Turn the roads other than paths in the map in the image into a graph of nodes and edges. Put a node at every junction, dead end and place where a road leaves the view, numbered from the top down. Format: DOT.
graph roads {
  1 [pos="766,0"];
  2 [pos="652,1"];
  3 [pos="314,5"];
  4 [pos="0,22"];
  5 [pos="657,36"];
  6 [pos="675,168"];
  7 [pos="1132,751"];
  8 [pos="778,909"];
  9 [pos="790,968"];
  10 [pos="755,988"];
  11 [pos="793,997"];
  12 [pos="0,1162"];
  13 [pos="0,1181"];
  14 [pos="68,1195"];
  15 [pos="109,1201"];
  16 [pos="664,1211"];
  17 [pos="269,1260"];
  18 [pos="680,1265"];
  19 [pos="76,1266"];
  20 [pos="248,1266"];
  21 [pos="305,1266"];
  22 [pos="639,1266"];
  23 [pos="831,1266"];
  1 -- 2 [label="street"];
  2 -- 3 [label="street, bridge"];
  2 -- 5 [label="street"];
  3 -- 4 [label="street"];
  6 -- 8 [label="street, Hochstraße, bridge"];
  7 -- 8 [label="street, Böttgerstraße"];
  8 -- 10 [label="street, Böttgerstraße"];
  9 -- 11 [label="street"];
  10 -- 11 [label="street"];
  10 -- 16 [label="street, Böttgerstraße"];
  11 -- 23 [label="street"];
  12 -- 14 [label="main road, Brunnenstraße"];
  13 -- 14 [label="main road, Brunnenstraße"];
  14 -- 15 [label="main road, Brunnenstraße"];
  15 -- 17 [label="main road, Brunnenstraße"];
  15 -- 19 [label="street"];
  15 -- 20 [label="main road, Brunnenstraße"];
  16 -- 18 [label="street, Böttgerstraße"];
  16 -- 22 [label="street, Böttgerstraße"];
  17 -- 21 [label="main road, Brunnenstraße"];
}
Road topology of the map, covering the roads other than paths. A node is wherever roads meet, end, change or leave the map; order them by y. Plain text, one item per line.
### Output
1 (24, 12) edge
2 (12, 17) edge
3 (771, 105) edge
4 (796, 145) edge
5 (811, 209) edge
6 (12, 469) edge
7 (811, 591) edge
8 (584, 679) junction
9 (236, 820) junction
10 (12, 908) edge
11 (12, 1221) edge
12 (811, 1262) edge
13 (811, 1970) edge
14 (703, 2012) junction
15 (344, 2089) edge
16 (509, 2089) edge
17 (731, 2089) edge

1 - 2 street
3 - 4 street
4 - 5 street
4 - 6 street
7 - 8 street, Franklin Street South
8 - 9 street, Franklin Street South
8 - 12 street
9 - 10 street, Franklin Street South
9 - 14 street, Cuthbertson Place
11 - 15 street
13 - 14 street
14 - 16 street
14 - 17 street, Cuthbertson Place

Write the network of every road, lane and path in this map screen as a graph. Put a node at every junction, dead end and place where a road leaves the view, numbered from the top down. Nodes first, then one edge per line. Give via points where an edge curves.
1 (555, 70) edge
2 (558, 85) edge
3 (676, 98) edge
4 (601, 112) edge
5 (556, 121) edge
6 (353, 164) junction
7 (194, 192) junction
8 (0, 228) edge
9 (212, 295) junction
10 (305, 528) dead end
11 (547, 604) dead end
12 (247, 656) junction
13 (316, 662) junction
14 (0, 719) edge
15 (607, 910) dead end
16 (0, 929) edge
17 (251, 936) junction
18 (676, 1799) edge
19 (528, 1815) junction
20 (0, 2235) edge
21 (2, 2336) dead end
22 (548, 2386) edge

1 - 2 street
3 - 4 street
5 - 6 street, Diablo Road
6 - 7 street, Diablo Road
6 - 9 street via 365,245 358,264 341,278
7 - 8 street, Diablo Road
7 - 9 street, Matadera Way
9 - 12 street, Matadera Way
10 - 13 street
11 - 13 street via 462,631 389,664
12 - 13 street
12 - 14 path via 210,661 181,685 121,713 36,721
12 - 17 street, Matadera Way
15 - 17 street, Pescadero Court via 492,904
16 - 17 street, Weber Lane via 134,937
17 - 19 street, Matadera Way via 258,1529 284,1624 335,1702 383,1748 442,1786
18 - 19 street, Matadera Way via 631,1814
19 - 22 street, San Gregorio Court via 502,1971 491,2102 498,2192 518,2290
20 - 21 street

Directions for this task ::
Take the entries above and transcribe them in full.

Response area ::
Turn the roads other than paths in the map in the image into a graph of nodes and edges. Put a node at every junction, dead end and place where a road leaves the view, numbered from the top down. Format: DOT.
graph roads {
  1 [pos="766,0"];
  2 [pos="652,1"];
  3 [pos="314,5"];
  4 [pos="0,22"];
  5 [pos="657,36"];
  6 [pos="675,168"];
  7 [pos="1132,751"];
  8 [pos="778,909"];
  9 [pos="790,968"];
  10 [pos="755,988"];
  11 [pos="793,997"];
  12 [pos="0,1162"];
  13 [pos="0,1181"];
  14 [pos="68,1195"];
  15 [pos="109,1201"];
  16 [pos="664,1211"];
  17 [pos="269,1260"];
  18 [pos="680,1265"];
  19 [pos="76,1266"];
  20 [pos="248,1266"];
  21 [pos="305,1266"];
  22 [pos="639,1266"];
  23 [pos="831,1266"];
  1 -- 2 [label="street"];
  2 -- 3 [label="street, bridge"];
  2 -- 5 [label="street"];
  3 -- 4 [label="street"];
  6 -- 8 [label="street, Hochstraße, bridge"];
  7 -- 8 [label="street, Böttgerstraße"];
  8 -- 10 [label="street, Böttgerstraße"];
  9 -- 11 [label="street"];
  10 -- 11 [label="street"];
  10 -- 16 [label="street, Böttgerstraße"];
  11 -- 23 [label="street"];
  12 -- 14 [label="main road, Brunnenstraße"];
  13 -- 14 [label="main road, Brunnenstraße"];
  14 -- 15 [label="main road, Brunnenstraße"];
  15 -- 17 [label="main road, Brunnenstraße"];
  15 -- 19 [label="street"];
  15 -- 20 [label="main road, Brunnenstraße"];
  16 -- 18 [label="street, Böttgerstraße"];
  16 -- 22 [label="street, Böttgerstraße"];
  17 -- 21 [label="main road, Brunnenstraße"];
}
Road topology of the map, covering the roads other than paths. A node is wherever roads meet, end, change or leave the map; order them by y. Plain text, one item per line.
### Output
1 (24, 12) edge
2 (12, 17) edge
3 (771, 105) edge
4 (796, 145) edge
5 (811, 209) edge
6 (12, 469) edge
7 (811, 591) edge
8 (584, 679) junction
9 (236, 820) junction
10 (12, 908) edge
11 (12, 1221) edge
12 (811, 1262) edge
13 (811, 1970) edge
14 (703, 2012) junction
15 (344, 2089) edge
16 (509, 2089) edge
17 (731, 2089) edge

1 - 2 street
3 - 4 street
4 - 5 street
4 - 6 street
7 - 8 street, Franklin Street South
8 - 9 street, Franklin Street South
8 - 12 street
9 - 10 street, Franklin Street South
9 - 14 street, Cuthbertson Place
11 - 15 street
13 - 14 street
14 - 16 street
14 - 17 street, Cuthbertson Place

Write the network of every road, lane and path in this map screen as a graph. Put a node at every junction, dead end and place where a road leaves the view, numbered from the top down. Nodes first, then one edge per line. Give via points where an edge curves.
1 (555, 70) edge
2 (558, 85) edge
3 (676, 98) edge
4 (601, 112) edge
5 (556, 121) edge
6 (353, 164) junction
7 (194, 192) junction
8 (0, 228) edge
9 (212, 295) junction
10 (305, 528) dead end
11 (547, 604) dead end
12 (247, 656) junction
13 (316, 662) junction
14 (0, 719) edge
15 (607, 910) dead end
16 (0, 929) edge
17 (251, 936) junction
18 (676, 1799) edge
19 (528, 1815) junction
20 (0, 2235) edge
21 (2, 2336) dead end
22 (548, 2386) edge

1 - 2 street
3 - 4 street
5 - 6 street, Diablo Road
6 - 7 street, Diablo Road
6 - 9 street via 365,245 358,264 341,278
7 - 8 street, Diablo Road
7 - 9 street, Matadera Way
9 - 12 street, Matadera Way
10 - 13 street
11 - 13 street via 462,631 389,664
12 - 13 street
12 - 14 path via 210,661 181,685 121,713 36,721
12 - 17 street, Matadera Way
15 - 17 street, Pescadero Court via 492,904
16 - 17 street, Weber Lane via 134,937
17 - 19 street, Matadera Way via 258,1529 284,1624 335,1702 383,1748 442,1786
18 - 19 street, Matadera Way via 631,1814
19 - 22 street, San Gregorio Court via 502,1971 491,2102 498,2192 518,2290
20 - 21 street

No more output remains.